TAMPA — It was supposed to happen exactly how it did.
Berkeley Prep hadn’t used the play yet this season, coach Justin Houston said. But trailing Tampa Catholic by a run with two outs in the bottom of the seventh inning of Tuesday’s Class 4A region semifinal, it was now or never.
With Dante Bosnic on third and Nick Kavouklis on second, Kavouklis took a walking lead toward second, attempting to distract A.J. Chacon on the mound. It worked.
As Chacon swiveled around to pick off Kavouklis, it gave Bosnic just enough time to take off for the tying score. “I had a free line to home,” Bosnic said.
Bosnic’s big night wasn’t over, though, as the Brown signee hit a walk-off single in the 11th inning to deliver the 5-4 win to the Bucs.
“He’s our horse. He’s our leader and our captain,” Houston said. “He’s the guy we’ve leaned on all year.”

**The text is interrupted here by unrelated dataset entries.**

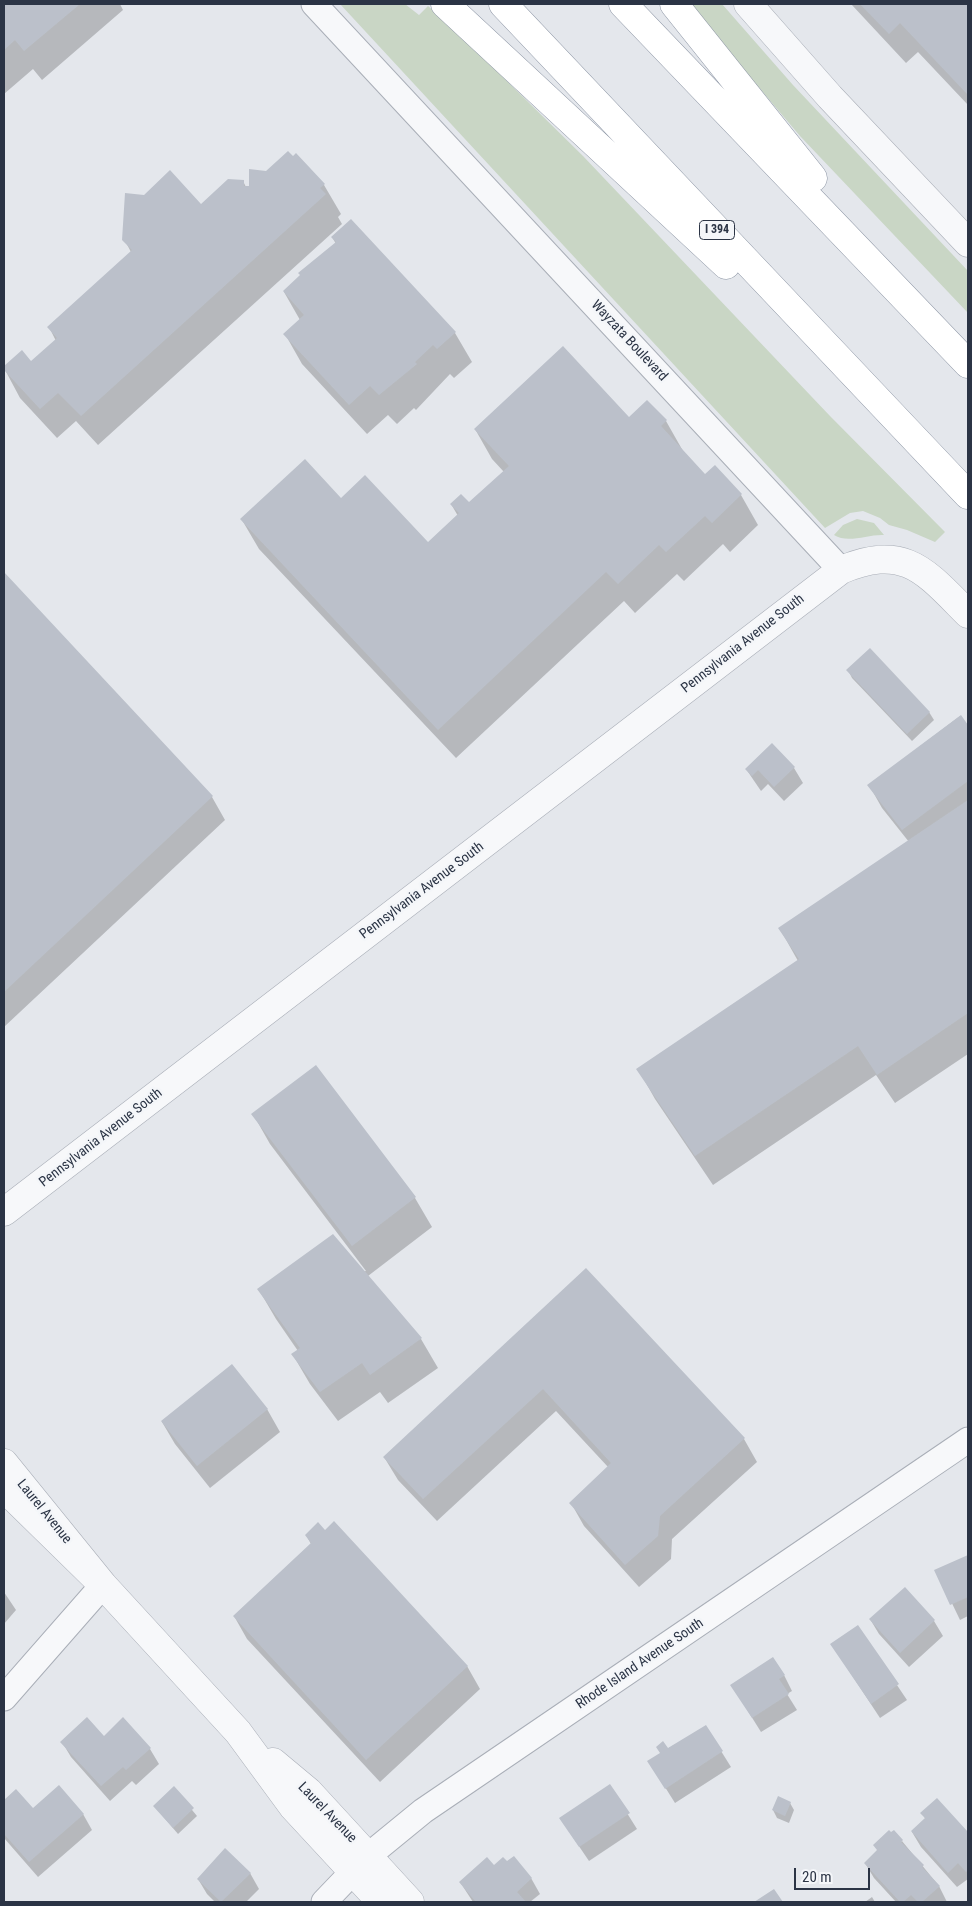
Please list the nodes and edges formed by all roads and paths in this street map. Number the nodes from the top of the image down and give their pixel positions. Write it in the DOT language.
graph roads {
  1 [pos="314,4"];
  2 [pos="445,4"];
  3 [pos="503,4"];
  4 [pos="623,4"];
  5 [pos="674,4"];
  6 [pos="748,4"];
  7 [pos="968,243"];
  8 [pos="917,309"];
  9 [pos="968,364"];
  10 [pos="931,456"];
  11 [pos="968,496"];
  12 [pos="841,570"];
  13 [pos="968,614"];
  14 [pos="4,1212"];
  15 [pos="968,1440"];
  16 [pos="4,1463"];
  17 [pos="4,1488"];
  18 [pos="103,1585"];
  19 [pos="4,1698"];
  20 [pos="360,1864"];
  21 [pos="324,1902"];
  22 [pos="381,1902"];
  23 [pos="410,1902"];
  1 -- 12 [label="street, Wayzata Boulevard"];
  2 -- 10 [label="highway"];
  3 -- 10 [label="highway, I 394"];
  4 -- 8 [label="highway"];
  5 -- 8 [label="highway"];
  6 -- 7 [label="street"];
  8 -- 9 [label="highway"];
  10 -- 11 [label="highway, I 394"];
  12 -- 13 [label="street"];
  12 -- 14 [label="street, Pennsylvania Avenue South"];
  15 -- 20 [label="street, Rhode Island Avenue South"];
  16 -- 18 [label="street, Laurel Avenue"];
  17 -- 18 [label="street, Laurel Avenue"];
  18 -- 19 [label="street"];
  18 -- 20 [label="street, Laurel Avenue"];
  20 -- 21 [label="street, Rhode Island Avenue South"];
  20 -- 22 [label="street, Laurel Avenue"];
  20 -- 23 [label="street, Laurel Avenue"];
}
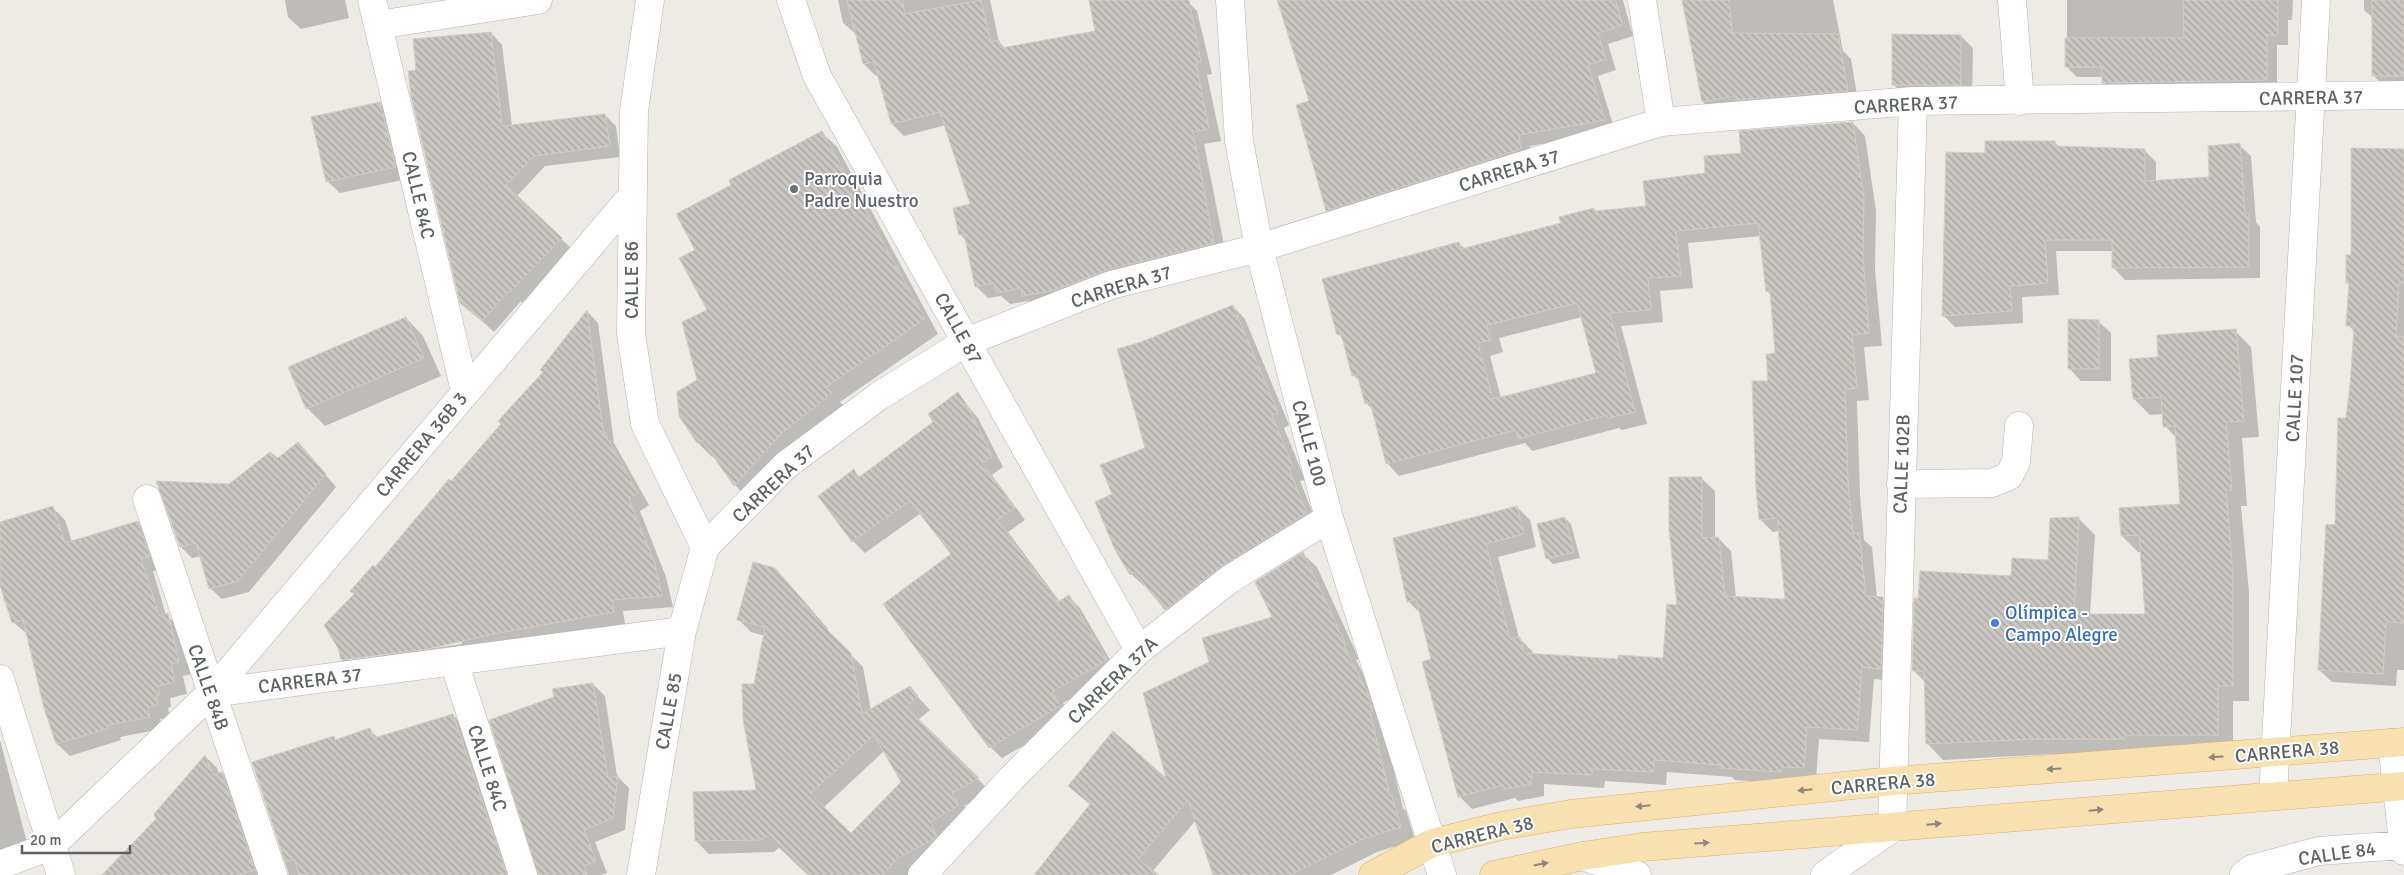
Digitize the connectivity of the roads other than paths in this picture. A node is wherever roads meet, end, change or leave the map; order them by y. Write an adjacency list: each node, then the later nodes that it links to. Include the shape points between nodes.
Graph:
1 (538, 0): 8 (street)
2 (650, 0): 14 (street, CALLE 86, via 634,111)
3 (791, 0): 16 (street, CALLE 87, via 817,76)
4 (1230, 0): 15 (street, CALLE 100, via 1239,140)
5 (1642, 0): 13 (street)
6 (2012, 0): 12 (street)
7 (2316, 0): 10 (street, CALLE 107)
8 (375, 13): 17 (street, CALLE 84C)
9 (2404, 94): 10 (street, CARRERA 37)
10 (2311, 97): 12 (street, CARRERA 37); 29 (street, CALLE 107)
11 (1913, 101): 12 (street, CARRERA 37); 13 (street, CARRERA 37); 19 (street, CALLE 102B)
12 (2020, 101)
13 (1661, 122): 15 (street, CARRERA 37)
14 (632, 196): 17 (street, CARRERA 36B 3); 22 (street, CALLE 86, via 631,334 645,424)
15 (1259, 248): 16 (street, CARRERA 37, via 1111,284); 21 (street, CALLE 100)
16 (966, 342): 22 (street, CARRERA 37, via 879,396 786,465); 24 (street, CALLE 87)
17 (466, 391): 27 (street, CARRERA 36B 3)
18 (2019, 426): 19 (street, via 2016,462 2009,476 1992,483)
19 (1901, 484): 30 (street, CALLE 102B)
20 (147, 499): 27 (street, CALLE 84B)
21 (1329, 518): 24 (street, CARRERA 37A, via 1230,579); 34 (street, CALLE 100)
22 (705, 547): 23 (street, CALLE 85)
23 (682, 631): 25 (street, CARRERA 37); 40 (street, CALLE 85)
24 (1139, 650): 44 (street, CARRERA 37A, via 1012,778)
25 (454, 662): 27 (street, CARRERA 37); 43 (street, CALLE 84C)
26 (0, 679): 36 (street)
27 (212, 693): 36 (street); 42 (street, CALLE 84B)
28 (2398, 742): 29 (main road, CARRERA 38); 31 (street)
29 (2274, 752): 30 (main road, CARRERA 38, one-way to 30); 32 (street, CALLE 107)
30 (1892, 781): 33 (street, CALLE 102B); 34 (main road, CARRERA 38, one-way to 34, via 1571,814 1501,826)
31 (2400, 786): 32 (main road); 35 (street)
32 (2273, 796): 33 (main road, one-way to 32)
33 (1892, 828): 38 (main road, one-way to 33, via 1642,848); 49 (street)
34 (1432, 843): 45 (main road, CARRERA 38); 46 (street, CALLE 100)
35 (2404, 845): 37 (street); 50 (street, CALLE 84, via 2319,851)
36 (51, 846): 39 (street); 41 (street)
37 (2404, 851)
38 (1582, 856): 47 (main road, one-way to 38); 48 (street)
39 (0, 865)
40 (644, 871)
41 (61, 875)
42 (273, 875)
43 (523, 875)
44 (922, 875)
45 (1372, 875)
46 (1442, 875)
47 (1494, 875)
48 (1637, 875)
49 (1825, 875)
50 (2244, 875)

Berkeley batted around in the first inning, scoring on a bases-loaded hit by pitch and back-to-back RBI singles from Casey Keller and Spencer Myers.
With Bosnic on the mound for the first 6 1/3 innings, the Berkeley Prep defense held the Crusaders to just a single run, scored on a sac bunt, through five.
But in the sixth, Tampa Catholic finally began stringing hits together, and the Crusaders scored on a fielder’s choice and a Berkeley Prep throwing error before plating the go-ahead run on a Jordan Santos RBI single.
Bosnic, who, along with Danny Brackman went 3-for-6, executed the game-saving play to keep his Bucs (17-12) alive in the seventh. But for the next three-and-a-half frames, neither team could make a move.
Chacon, who pitched the final 6 2/3 innings for the Crusaders (17-10), didn’t allow a single hit in the eighth, ninth or 10th innings, striking out three in the process. But in the 11th, Gordon Stetson had a leadoff single — the Bucs’ ninth hit of the game — and Brackman followed with one of his own.
Then Bosnic stepped up and saved his team once more.
The senior’s hit to leftfield brought Stetson home, ending a game that, for a while, didn’t seem to have an end in sight. The Bucs advance to their second region final in three years, where it will look for its first state semifinal berth since 2000.
After the game, Bosnic acknowledged he had a good night. But, his mind on what’s to come, Bosnic was quick to shrug it off.
“It was huge,” he said. “But we’re not done yet.”